• **What you will do**
Nothing in the listing should differ in your copy; retype it all exactly.

• **Task material**
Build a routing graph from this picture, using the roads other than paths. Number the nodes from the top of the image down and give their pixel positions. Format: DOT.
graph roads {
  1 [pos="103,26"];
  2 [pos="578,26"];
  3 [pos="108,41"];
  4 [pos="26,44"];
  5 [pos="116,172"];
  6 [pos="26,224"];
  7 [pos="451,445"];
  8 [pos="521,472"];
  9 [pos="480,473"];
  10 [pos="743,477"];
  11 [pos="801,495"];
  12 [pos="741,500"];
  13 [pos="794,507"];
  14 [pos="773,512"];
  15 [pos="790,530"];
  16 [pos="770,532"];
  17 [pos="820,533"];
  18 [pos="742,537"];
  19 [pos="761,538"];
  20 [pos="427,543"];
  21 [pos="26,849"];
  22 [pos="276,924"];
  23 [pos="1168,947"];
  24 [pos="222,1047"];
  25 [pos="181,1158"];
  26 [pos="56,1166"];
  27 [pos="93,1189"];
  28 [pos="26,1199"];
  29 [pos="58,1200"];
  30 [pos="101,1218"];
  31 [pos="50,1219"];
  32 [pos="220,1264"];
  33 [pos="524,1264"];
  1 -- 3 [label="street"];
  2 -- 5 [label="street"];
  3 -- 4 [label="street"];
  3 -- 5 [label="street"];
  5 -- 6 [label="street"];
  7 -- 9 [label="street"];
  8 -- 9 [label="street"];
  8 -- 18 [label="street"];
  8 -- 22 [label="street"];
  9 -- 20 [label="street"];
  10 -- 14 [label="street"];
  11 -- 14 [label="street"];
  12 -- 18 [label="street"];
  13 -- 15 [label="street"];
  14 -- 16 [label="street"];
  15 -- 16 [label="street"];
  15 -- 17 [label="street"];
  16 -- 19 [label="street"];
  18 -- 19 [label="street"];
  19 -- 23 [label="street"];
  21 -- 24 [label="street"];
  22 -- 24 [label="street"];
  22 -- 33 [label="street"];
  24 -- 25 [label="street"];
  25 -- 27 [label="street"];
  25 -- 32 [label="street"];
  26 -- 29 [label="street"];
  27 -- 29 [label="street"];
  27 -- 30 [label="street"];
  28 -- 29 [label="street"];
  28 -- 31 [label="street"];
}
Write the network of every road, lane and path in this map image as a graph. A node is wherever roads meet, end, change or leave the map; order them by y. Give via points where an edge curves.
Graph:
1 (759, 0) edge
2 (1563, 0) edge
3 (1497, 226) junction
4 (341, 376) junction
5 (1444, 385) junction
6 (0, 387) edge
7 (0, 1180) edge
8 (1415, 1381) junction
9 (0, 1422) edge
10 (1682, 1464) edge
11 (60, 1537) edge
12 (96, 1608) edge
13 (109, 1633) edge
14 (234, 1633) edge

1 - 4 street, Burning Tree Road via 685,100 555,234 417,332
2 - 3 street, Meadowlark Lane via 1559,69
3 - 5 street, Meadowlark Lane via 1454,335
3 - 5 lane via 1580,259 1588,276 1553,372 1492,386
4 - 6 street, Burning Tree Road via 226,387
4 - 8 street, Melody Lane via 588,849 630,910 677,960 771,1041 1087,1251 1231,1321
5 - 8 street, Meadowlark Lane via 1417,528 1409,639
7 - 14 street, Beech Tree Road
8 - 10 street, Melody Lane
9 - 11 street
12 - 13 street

• **Answer below**
Build a routing graph from this picture, using the roads other than paths. Number the nodes from the top of the image down and give their pixel positions. Format: DOT.
graph roads {
  1 [pos="103,26"];
  2 [pos="578,26"];
  3 [pos="108,41"];
  4 [pos="26,44"];
  5 [pos="116,172"];
  6 [pos="26,224"];
  7 [pos="451,445"];
  8 [pos="521,472"];
  9 [pos="480,473"];
  10 [pos="743,477"];
  11 [pos="801,495"];
  12 [pos="741,500"];
  13 [pos="794,507"];
  14 [pos="773,512"];
  15 [pos="790,530"];
  16 [pos="770,532"];
  17 [pos="820,533"];
  18 [pos="742,537"];
  19 [pos="761,538"];
  20 [pos="427,543"];
  21 [pos="26,849"];
  22 [pos="276,924"];
  23 [pos="1168,947"];
  24 [pos="222,1047"];
  25 [pos="181,1158"];
  26 [pos="56,1166"];
  27 [pos="93,1189"];
  28 [pos="26,1199"];
  29 [pos="58,1200"];
  30 [pos="101,1218"];
  31 [pos="50,1219"];
  32 [pos="220,1264"];
  33 [pos="524,1264"];
  1 -- 3 [label="street"];
  2 -- 5 [label="street"];
  3 -- 4 [label="street"];
  3 -- 5 [label="street"];
  5 -- 6 [label="street"];
  7 -- 9 [label="street"];
  8 -- 9 [label="street"];
  8 -- 18 [label="street"];
  8 -- 22 [label="street"];
  9 -- 20 [label="street"];
  10 -- 14 [label="street"];
  11 -- 14 [label="street"];
  12 -- 18 [label="street"];
  13 -- 15 [label="street"];
  14 -- 16 [label="street"];
  15 -- 16 [label="street"];
  15 -- 17 [label="street"];
  16 -- 19 [label="street"];
  18 -- 19 [label="street"];
  19 -- 23 [label="street"];
  21 -- 24 [label="street"];
  22 -- 24 [label="street"];
  22 -- 33 [label="street"];
  24 -- 25 [label="street"];
  25 -- 27 [label="street"];
  25 -- 32 [label="street"];
  26 -- 29 [label="street"];
  27 -- 29 [label="street"];
  27 -- 30 [label="street"];
  28 -- 29 [label="street"];
  28 -- 31 [label="street"];
}
Write the network of every road, lane and path in this map image as a graph. A node is wherever roads meet, end, change or leave the map; order them by y. Give via points where an edge curves.
Graph:
1 (759, 0) edge
2 (1563, 0) edge
3 (1497, 226) junction
4 (341, 376) junction
5 (1444, 385) junction
6 (0, 387) edge
7 (0, 1180) edge
8 (1415, 1381) junction
9 (0, 1422) edge
10 (1682, 1464) edge
11 (60, 1537) edge
12 (96, 1608) edge
13 (109, 1633) edge
14 (234, 1633) edge

1 - 4 street, Burning Tree Road via 685,100 555,234 417,332
2 - 3 street, Meadowlark Lane via 1559,69
3 - 5 street, Meadowlark Lane via 1454,335
3 - 5 lane via 1580,259 1588,276 1553,372 1492,386
4 - 6 street, Burning Tree Road via 226,387
4 - 8 street, Melody Lane via 588,849 630,910 677,960 771,1041 1087,1251 1231,1321
5 - 8 street, Meadowlark Lane via 1417,528 1409,639
7 - 14 street, Beech Tree Road
8 - 10 street, Melody Lane
9 - 11 street
12 - 13 street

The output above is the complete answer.